Data provided:
◇ ◇ ◇ ◇ ◇
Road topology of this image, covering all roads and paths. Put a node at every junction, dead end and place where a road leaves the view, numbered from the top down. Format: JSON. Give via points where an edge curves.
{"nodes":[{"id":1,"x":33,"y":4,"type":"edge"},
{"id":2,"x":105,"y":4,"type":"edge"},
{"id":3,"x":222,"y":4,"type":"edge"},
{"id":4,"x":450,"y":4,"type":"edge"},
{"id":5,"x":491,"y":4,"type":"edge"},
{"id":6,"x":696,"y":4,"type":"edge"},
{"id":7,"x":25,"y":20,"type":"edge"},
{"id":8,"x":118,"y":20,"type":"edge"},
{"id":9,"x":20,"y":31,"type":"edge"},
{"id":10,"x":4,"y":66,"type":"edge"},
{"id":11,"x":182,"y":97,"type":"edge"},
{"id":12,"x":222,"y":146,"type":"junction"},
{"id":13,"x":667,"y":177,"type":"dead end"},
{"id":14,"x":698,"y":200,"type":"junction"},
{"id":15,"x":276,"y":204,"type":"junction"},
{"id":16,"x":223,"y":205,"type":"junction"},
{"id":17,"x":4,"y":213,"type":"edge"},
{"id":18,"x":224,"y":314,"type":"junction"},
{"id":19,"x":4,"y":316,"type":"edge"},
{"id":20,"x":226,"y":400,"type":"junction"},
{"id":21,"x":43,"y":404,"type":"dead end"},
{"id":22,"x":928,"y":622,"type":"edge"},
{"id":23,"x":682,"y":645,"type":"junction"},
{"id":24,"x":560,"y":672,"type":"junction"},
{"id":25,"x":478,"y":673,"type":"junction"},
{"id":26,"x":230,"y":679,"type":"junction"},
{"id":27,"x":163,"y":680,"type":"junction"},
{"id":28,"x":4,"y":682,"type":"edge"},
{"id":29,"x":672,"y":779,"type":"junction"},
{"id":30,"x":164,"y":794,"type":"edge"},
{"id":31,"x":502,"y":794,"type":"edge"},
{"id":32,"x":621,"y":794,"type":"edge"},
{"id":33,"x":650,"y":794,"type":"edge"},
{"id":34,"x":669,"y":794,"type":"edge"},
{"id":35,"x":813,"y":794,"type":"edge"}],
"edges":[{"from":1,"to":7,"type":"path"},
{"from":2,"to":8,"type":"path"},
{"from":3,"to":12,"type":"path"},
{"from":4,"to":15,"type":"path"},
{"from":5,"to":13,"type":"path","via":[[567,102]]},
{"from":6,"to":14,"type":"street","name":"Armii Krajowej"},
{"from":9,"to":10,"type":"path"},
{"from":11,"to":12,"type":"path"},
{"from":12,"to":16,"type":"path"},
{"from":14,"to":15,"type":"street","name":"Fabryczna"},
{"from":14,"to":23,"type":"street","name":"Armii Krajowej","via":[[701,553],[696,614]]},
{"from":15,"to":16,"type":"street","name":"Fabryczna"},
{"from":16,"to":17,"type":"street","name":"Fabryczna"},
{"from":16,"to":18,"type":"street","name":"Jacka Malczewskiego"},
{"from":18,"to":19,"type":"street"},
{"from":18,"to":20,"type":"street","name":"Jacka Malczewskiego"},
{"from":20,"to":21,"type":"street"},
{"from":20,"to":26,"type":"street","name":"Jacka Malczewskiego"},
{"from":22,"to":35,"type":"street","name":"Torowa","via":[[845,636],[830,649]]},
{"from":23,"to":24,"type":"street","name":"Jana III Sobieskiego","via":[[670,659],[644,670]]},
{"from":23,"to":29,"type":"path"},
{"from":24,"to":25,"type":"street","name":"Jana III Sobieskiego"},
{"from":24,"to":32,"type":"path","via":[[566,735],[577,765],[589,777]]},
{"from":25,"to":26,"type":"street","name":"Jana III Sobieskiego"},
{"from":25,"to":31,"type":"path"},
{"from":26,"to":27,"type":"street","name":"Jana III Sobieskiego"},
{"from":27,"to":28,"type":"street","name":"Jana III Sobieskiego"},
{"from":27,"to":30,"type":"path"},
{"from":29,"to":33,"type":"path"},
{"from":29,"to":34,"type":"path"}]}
◇ ◇ ◇ ◇ ◇
Exercise requirements:
Could you set down each entry above word for word?

Solution:
Road topology of this image, covering all roads and paths. Put a node at every junction, dead end and place where a road leaves the view, numbered from the top down. Format: JSON. Give via points where an edge curves.
{"nodes":[{"id":1,"x":33,"y":4,"type":"edge"},
{"id":2,"x":105,"y":4,"type":"edge"},
{"id":3,"x":222,"y":4,"type":"edge"},
{"id":4,"x":450,"y":4,"type":"edge"},
{"id":5,"x":491,"y":4,"type":"edge"},
{"id":6,"x":696,"y":4,"type":"edge"},
{"id":7,"x":25,"y":20,"type":"edge"},
{"id":8,"x":118,"y":20,"type":"edge"},
{"id":9,"x":20,"y":31,"type":"edge"},
{"id":10,"x":4,"y":66,"type":"edge"},
{"id":11,"x":182,"y":97,"type":"edge"},
{"id":12,"x":222,"y":146,"type":"junction"},
{"id":13,"x":667,"y":177,"type":"dead end"},
{"id":14,"x":698,"y":200,"type":"junction"},
{"id":15,"x":276,"y":204,"type":"junction"},
{"id":16,"x":223,"y":205,"type":"junction"},
{"id":17,"x":4,"y":213,"type":"edge"},
{"id":18,"x":224,"y":314,"type":"junction"},
{"id":19,"x":4,"y":316,"type":"edge"},
{"id":20,"x":226,"y":400,"type":"junction"},
{"id":21,"x":43,"y":404,"type":"dead end"},
{"id":22,"x":928,"y":622,"type":"edge"},
{"id":23,"x":682,"y":645,"type":"junction"},
{"id":24,"x":560,"y":672,"type":"junction"},
{"id":25,"x":478,"y":673,"type":"junction"},
{"id":26,"x":230,"y":679,"type":"junction"},
{"id":27,"x":163,"y":680,"type":"junction"},
{"id":28,"x":4,"y":682,"type":"edge"},
{"id":29,"x":672,"y":779,"type":"junction"},
{"id":30,"x":164,"y":794,"type":"edge"},
{"id":31,"x":502,"y":794,"type":"edge"},
{"id":32,"x":621,"y":794,"type":"edge"},
{"id":33,"x":650,"y":794,"type":"edge"},
{"id":34,"x":669,"y":794,"type":"edge"},
{"id":35,"x":813,"y":794,"type":"edge"}],
"edges":[{"from":1,"to":7,"type":"path"},
{"from":2,"to":8,"type":"path"},
{"from":3,"to":12,"type":"path"},
{"from":4,"to":15,"type":"path"},
{"from":5,"to":13,"type":"path","via":[[567,102]]},
{"from":6,"to":14,"type":"street","name":"Armii Krajowej"},
{"from":9,"to":10,"type":"path"},
{"from":11,"to":12,"type":"path"},
{"from":12,"to":16,"type":"path"},
{"from":14,"to":15,"type":"street","name":"Fabryczna"},
{"from":14,"to":23,"type":"street","name":"Armii Krajowej","via":[[701,553],[696,614]]},
{"from":15,"to":16,"type":"street","name":"Fabryczna"},
{"from":16,"to":17,"type":"street","name":"Fabryczna"},
{"from":16,"to":18,"type":"street","name":"Jacka Malczewskiego"},
{"from":18,"to":19,"type":"street"},
{"from":18,"to":20,"type":"street","name":"Jacka Malczewskiego"},
{"from":20,"to":21,"type":"street"},
{"from":20,"to":26,"type":"street","name":"Jacka Malczewskiego"},
{"from":22,"to":35,"type":"street","name":"Torowa","via":[[845,636],[830,649]]},
{"from":23,"to":24,"type":"street","name":"Jana III Sobieskiego","via":[[670,659],[644,670]]},
{"from":23,"to":29,"type":"path"},
{"from":24,"to":25,"type":"street","name":"Jana III Sobieskiego"},
{"from":24,"to":32,"type":"path","via":[[566,735],[577,765],[589,777]]},
{"from":25,"to":26,"type":"street","name":"Jana III Sobieskiego"},
{"from":25,"to":31,"type":"path"},
{"from":26,"to":27,"type":"street","name":"Jana III Sobieskiego"},
{"from":27,"to":28,"type":"street","name":"Jana III Sobieskiego"},
{"from":27,"to":30,"type":"path"},
{"from":29,"to":33,"type":"path"},
{"from":29,"to":34,"type":"path"}]}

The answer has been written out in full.